Situated on the corner of Dundas and Newcastle streets in Thornbury, 'Barunah' is an impressive example of  a grand, 19th century tower mansion. Also known as 'Tower House', 'Barunah' was built around 1892 by F.A. Harris, a former Preston Shire President and owner of the Builders Brick and Tile Supply Co. in South Preston. Having sold his business for 60,000 pounds, Harris used the proceeds of the sale to purchase 4 blocks of land from the Pender's Grove subdivision. Harris then set about building the type of house that befitted a wealthy and successful business man like himself.

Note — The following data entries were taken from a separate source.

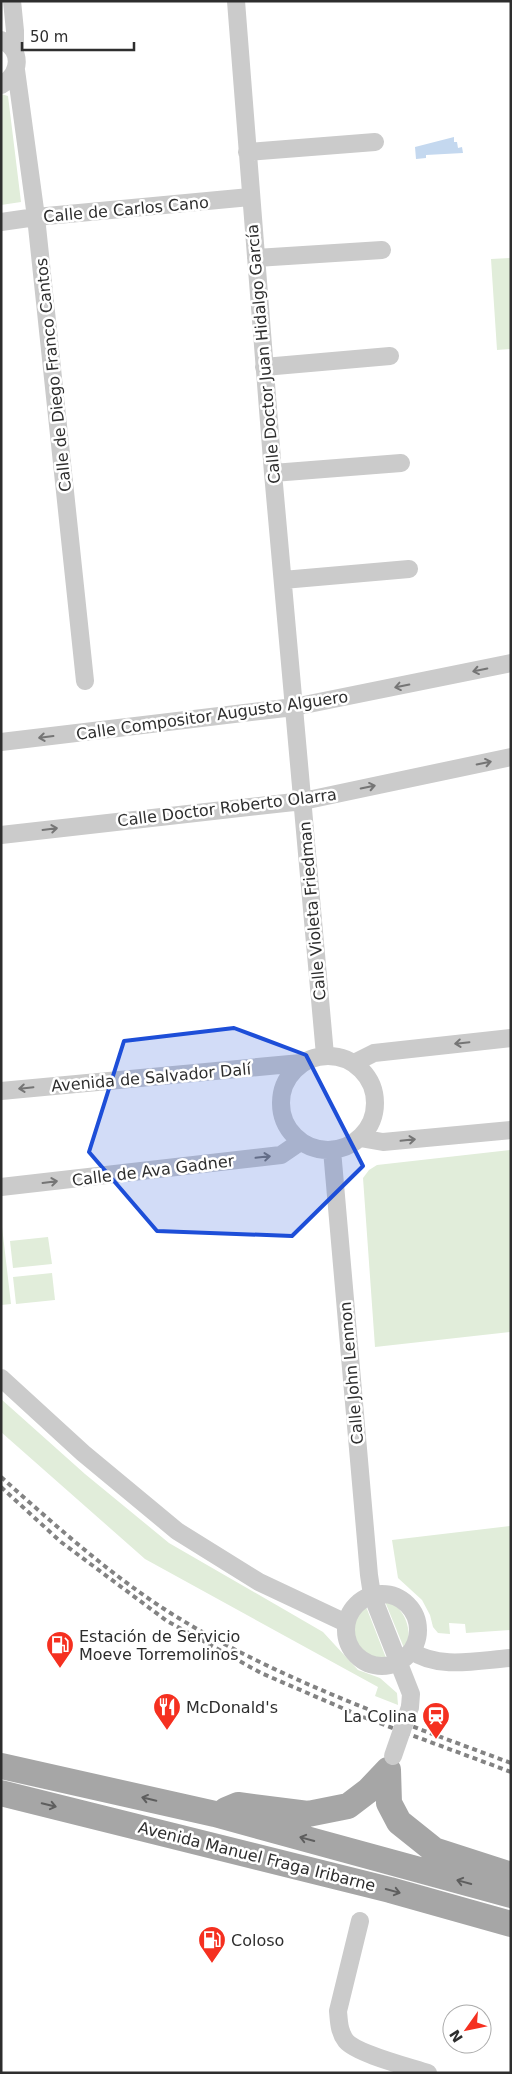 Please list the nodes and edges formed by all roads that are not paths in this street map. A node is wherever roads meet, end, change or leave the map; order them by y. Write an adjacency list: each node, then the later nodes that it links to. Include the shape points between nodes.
1 (12, 1): 3 (street, via 15,31)
2 (236, 1): 7 (street, Calle Doctor Juan Hidalgo García)
3 (8, 46): 4 (street, Calle de Diego Franco Cantos, via 17,61)
4 (16, 70): 5 (street); 9 (street, Calle de Diego Franco Cantos)
5 (1, 85)
6 (375, 142): 7 (street)
7 (247, 152): 8 (street, Calle Doctor Juan Hidalgo García)
8 (250, 197): 9 (street, Calle de Carlos Cano); 12 (street, Calle Doctor Juan Hidalgo García)
9 (36, 217): 10 (street, Calle de Carlos Cano); 20 (street, Calle de Diego Franco Cantos)
10 (1, 222)
11 (382, 250): 12 (street)
12 (256, 258): 14 (street, Calle Doctor Juan Hidalgo García)
13 (390, 356): 14 (street)
14 (264, 366): 16 (street, Calle Doctor Juan Hidalgo García)
15 (400, 463): 16 (street)
16 (273, 472): 18 (street, Calle Doctor Juan Hidalgo García)
17 (409, 569): 18 (street)
18 (283, 580): 21 (street, Calle Doctor Juan Hidalgo García)
19 (511, 664): 21 (street, Calle Compositor Augusto Alguero, one-way to 21)
20 (85, 681)
21 (294, 707): 22 (street, Calle Compositor Augusto Alguero, one-way to 22); 24 (street, Calle Violeta Friedman)
22 (1, 742)
23 (511, 757): 24 (street, Calle Doctor Roberto Olarra, one-way to 23)
24 (303, 801): 25 (street, Calle Doctor Roberto Olarra, one-way to 24); 27 (street, Calle Violeta Friedman)
25 (1, 835)
26 (511, 1038): 29 (street, one-way to 29, via 374,1053)
27 (325, 1055): 28 (street); 29 (street)
28 (301, 1063): 30 (street, Avenida de Salvador Dalí, one-way to 30); 33 (street, via 290,1073 280,1102 282,1117)
29 (354, 1063): 32 (street, via 372,1085 375,1099 371,1120)
30 (1, 1091)
31 (511, 1130): 32 (street, one-way to 31, via 383,1142)
32 (360, 1138): 34 (street, via 347,1147)
33 (300, 1142): 34 (street); 35 (street, Calle de Ava Gadner, one-way to 33, via 281,1155)
34 (332, 1150): 37 (street, Calle John Lennon)
35 (1, 1188)
36 (1, 1378): 38 (street, via 83,1453 177,1531 259,1582)
37 (372, 1595): 38 (street, via 355,1605); 39 (street, via 394,1596 411,1609 418,1630); 41 (street, Calle John Lennon)
38 (346, 1623): 41 (street, via 345,1635 355,1656 375,1666)
39 (412, 1651): 40 (street, via 423,1659 453,1662); 41 (street)
40 (511, 1658)
41 (398, 1663): 42 (street, Calle John Lennon, bridge, via 411,1694 410,1707)
42 (390, 1763): 45 (main road, via 369,1790); 47 (main road, via 389,1804)
43 (1, 1766): 46 (main road, Avenida Manuel Fraga Iribarne, one-way to 43)
44 (1, 1793): 51 (main road, Avenida Manuel Fraga Iribarne, one-way to 51, via 390,1890)
45 (348, 1806): 46 (main road, via 308,1814 238,1805); 47 (main road, via 370,1807)
46 (215, 1814): 49 (main road, Avenida Manuel Fraga Iribarne, one-way to 46)
47 (399, 1822): 48 (main road, via 434,1850)
48 (511, 1875)
49 (511, 1895)
50 (360, 1921): 52 (street, via 338,2011 344,2039 364,2052)
51 (511, 1924)
52 (428, 2073) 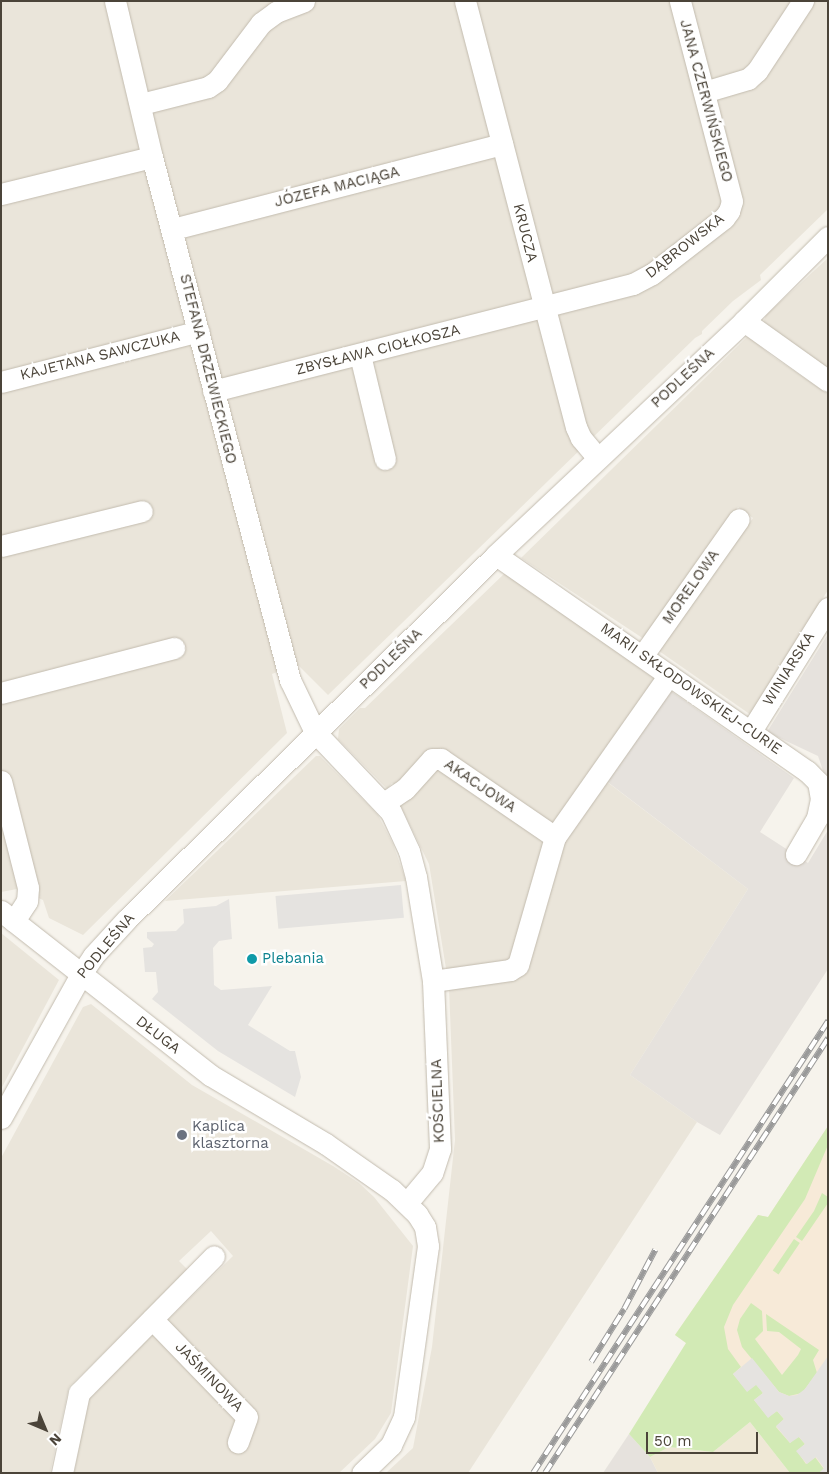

Built in Victorian Italianate style, with stained glass windows, elaborate cornices and a breath-taking view from the tower, 'Barunah' was planned as a grand and ornate mansion in the manner of Werribee Park. At the time of its construction, the house stood quite alone, with many of the streets in the area only being formed some years later. He built the observation tower, possibly so that he could view the horse races which may have been run on a race course that was to have been built near the Darebin Creek. After 1900 it was gradually surrounded by houses as more people began to settle in the area.

Unfortunately for Harris, his fortunes took a turn for the worse in the depression. His company went into liquidation and in 1895 and 'Barunah' was seized by the Bank of N.S.W. It is said that Harris never got the chance to live in his wonderful house before it was taken away from him. 'Barunah' was then occupied by a series of tenants and owners. A tanner, Paul Hardenak, rented the house for a while. In 1902 it was sold to James Woods, a prosperous grocer. Notes and measurements marked Mr Woods under the main staircase have been found and left by the current owner. Woods lived there off and on until Henry Davidson purchased the property 15 years later. Around this time street numbers were formally introduced to Dundas street, and in 1929 'Barunah' became part of the new suburb of Thornbury.

There seems to be an interesting story attached to one of the owners - a Mr. Davidson. Apparently he was a bookmaker who, having bet heavily against Phar Lap in the 1930 Melbourne Cup, was then forced to sell the house to pay his debts. 'Barunah' is still very much in its original condition, complete with servants' quarters, coach house and stables.

Now considered as being of ‘National Significance’, 'Barunah' is listed on the National Estate by the Australian Heritage Commission, and was once again sold at auction in November 1998. It has since been extensively renovated. The 1884 residence was again sold in July 2001 for $1.7million, a record price for a Darebin home. 

Butler, Graeme (1982). City of Northcote urban conservation study. Alphington: City Of Northcote.

Lemon, Andrew (1983). The Northcote Side of the River. North Melbourne: Hargreen.

Northcote Historical & Conservation Society. (1988). Northcote: Glimpses of Our Past. Northcote, Vic: Author.